(Source information)

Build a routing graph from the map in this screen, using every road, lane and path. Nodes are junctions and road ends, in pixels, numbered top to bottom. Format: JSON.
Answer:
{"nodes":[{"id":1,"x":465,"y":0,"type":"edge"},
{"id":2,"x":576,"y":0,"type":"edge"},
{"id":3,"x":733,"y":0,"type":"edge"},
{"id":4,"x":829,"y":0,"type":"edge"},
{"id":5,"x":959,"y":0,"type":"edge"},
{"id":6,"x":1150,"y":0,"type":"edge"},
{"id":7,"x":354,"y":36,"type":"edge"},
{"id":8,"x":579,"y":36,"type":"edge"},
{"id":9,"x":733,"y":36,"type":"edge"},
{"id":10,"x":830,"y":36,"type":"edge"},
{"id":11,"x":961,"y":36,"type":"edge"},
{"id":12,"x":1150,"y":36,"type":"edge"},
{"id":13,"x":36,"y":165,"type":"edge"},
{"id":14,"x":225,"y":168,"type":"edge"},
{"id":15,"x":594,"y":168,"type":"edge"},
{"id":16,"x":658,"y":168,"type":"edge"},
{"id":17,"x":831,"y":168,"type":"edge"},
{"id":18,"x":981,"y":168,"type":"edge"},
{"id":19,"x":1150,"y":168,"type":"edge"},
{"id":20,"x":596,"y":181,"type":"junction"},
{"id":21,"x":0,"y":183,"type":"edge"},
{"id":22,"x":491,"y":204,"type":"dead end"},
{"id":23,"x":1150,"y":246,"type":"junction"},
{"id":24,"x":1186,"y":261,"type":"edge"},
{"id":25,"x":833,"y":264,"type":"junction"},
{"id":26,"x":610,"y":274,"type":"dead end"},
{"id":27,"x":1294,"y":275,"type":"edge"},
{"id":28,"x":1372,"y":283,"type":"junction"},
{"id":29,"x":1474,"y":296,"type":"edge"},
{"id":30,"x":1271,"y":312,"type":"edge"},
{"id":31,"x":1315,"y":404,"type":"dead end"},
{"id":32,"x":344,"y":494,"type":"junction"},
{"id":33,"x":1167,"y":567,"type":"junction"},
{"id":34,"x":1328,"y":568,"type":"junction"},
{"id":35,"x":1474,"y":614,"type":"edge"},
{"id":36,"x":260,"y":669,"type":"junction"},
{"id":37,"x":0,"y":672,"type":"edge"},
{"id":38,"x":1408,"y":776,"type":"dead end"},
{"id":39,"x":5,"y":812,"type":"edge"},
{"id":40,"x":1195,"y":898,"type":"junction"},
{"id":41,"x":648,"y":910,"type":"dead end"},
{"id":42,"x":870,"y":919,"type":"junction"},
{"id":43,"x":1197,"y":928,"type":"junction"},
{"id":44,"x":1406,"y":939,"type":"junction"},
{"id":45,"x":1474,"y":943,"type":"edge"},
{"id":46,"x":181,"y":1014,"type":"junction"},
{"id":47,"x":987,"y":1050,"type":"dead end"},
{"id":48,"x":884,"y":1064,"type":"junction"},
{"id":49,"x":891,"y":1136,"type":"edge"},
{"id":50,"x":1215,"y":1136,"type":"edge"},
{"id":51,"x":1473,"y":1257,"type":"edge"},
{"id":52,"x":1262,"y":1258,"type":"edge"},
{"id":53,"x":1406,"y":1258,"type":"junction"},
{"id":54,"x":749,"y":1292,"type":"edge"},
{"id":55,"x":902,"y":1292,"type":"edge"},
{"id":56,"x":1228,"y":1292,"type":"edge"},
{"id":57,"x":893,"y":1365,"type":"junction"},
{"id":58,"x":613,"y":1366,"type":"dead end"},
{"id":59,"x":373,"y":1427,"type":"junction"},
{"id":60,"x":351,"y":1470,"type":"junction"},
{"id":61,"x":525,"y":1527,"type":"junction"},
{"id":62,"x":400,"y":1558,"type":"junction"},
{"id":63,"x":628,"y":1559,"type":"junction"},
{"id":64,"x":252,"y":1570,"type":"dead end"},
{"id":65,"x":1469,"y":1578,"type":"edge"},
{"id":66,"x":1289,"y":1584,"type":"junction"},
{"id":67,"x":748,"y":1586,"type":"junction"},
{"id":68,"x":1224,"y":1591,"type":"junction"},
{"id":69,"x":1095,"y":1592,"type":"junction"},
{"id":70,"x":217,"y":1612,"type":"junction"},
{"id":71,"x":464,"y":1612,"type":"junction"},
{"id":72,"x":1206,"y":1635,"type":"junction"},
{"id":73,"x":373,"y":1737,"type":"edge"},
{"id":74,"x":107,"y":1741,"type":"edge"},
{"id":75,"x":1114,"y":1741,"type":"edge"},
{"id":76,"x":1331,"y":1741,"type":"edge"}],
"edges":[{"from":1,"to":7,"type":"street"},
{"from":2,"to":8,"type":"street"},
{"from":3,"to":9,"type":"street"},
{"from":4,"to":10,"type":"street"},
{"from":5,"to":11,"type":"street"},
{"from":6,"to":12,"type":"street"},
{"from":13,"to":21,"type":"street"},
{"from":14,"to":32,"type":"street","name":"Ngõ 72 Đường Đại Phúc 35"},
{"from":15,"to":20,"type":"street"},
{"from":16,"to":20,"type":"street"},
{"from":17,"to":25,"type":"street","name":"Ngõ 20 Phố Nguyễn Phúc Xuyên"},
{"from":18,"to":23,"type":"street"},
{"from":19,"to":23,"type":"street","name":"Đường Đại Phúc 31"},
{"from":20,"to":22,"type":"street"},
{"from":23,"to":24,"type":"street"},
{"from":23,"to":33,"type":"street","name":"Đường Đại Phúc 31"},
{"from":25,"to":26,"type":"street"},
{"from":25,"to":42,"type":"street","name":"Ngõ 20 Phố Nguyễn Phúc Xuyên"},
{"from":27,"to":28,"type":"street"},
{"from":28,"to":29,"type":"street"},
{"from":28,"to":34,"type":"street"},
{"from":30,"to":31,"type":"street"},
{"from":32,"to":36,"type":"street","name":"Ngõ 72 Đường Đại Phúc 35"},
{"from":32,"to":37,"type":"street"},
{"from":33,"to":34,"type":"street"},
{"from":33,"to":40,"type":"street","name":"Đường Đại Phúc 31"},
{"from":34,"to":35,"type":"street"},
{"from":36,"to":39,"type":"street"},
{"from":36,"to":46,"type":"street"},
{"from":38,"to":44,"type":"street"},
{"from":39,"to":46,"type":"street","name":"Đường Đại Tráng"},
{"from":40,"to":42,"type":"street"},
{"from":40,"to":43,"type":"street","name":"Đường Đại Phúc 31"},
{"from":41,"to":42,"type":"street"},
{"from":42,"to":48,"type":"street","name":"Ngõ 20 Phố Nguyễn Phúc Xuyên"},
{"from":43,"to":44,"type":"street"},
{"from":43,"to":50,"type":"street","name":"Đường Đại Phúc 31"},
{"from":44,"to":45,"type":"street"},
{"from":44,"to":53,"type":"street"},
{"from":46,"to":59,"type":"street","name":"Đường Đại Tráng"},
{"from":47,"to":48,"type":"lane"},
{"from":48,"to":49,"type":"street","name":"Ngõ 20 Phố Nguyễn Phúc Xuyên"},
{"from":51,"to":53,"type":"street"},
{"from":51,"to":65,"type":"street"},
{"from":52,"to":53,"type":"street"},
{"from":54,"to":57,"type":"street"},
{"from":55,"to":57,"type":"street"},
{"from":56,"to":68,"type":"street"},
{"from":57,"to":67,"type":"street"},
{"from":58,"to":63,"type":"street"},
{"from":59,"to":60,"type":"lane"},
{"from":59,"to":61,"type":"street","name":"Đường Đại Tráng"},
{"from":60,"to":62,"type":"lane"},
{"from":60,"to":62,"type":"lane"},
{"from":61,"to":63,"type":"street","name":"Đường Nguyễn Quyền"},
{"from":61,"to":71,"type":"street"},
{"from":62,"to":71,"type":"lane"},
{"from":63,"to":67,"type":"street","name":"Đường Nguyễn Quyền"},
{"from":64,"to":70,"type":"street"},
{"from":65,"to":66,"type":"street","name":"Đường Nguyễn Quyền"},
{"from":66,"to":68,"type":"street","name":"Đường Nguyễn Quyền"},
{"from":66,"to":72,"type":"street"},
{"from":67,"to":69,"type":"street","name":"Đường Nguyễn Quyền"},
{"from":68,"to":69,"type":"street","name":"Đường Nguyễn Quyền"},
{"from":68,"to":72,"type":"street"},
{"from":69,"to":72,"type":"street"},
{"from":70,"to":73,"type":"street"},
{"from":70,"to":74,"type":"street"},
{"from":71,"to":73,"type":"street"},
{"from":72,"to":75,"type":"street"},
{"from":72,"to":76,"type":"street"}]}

(End Source information)

Task objective:
Go through the entries above and report every line in which the word "lane" appears.

Solution below:
Build a routing graph from the map in this screen, using every road, lane and path. Nodes are junctions and road ends, in pixels, numbered top to bottom. Format: JSON.
{"from":47,"to":48,"type":"lane"},
{"from":59,"to":60,"type":"lane"},
{"from":60,"to":62,"type":"lane"},
{"from":60,"to":62,"type":"lane"},
{"from":62,"to":71,"type":"lane"},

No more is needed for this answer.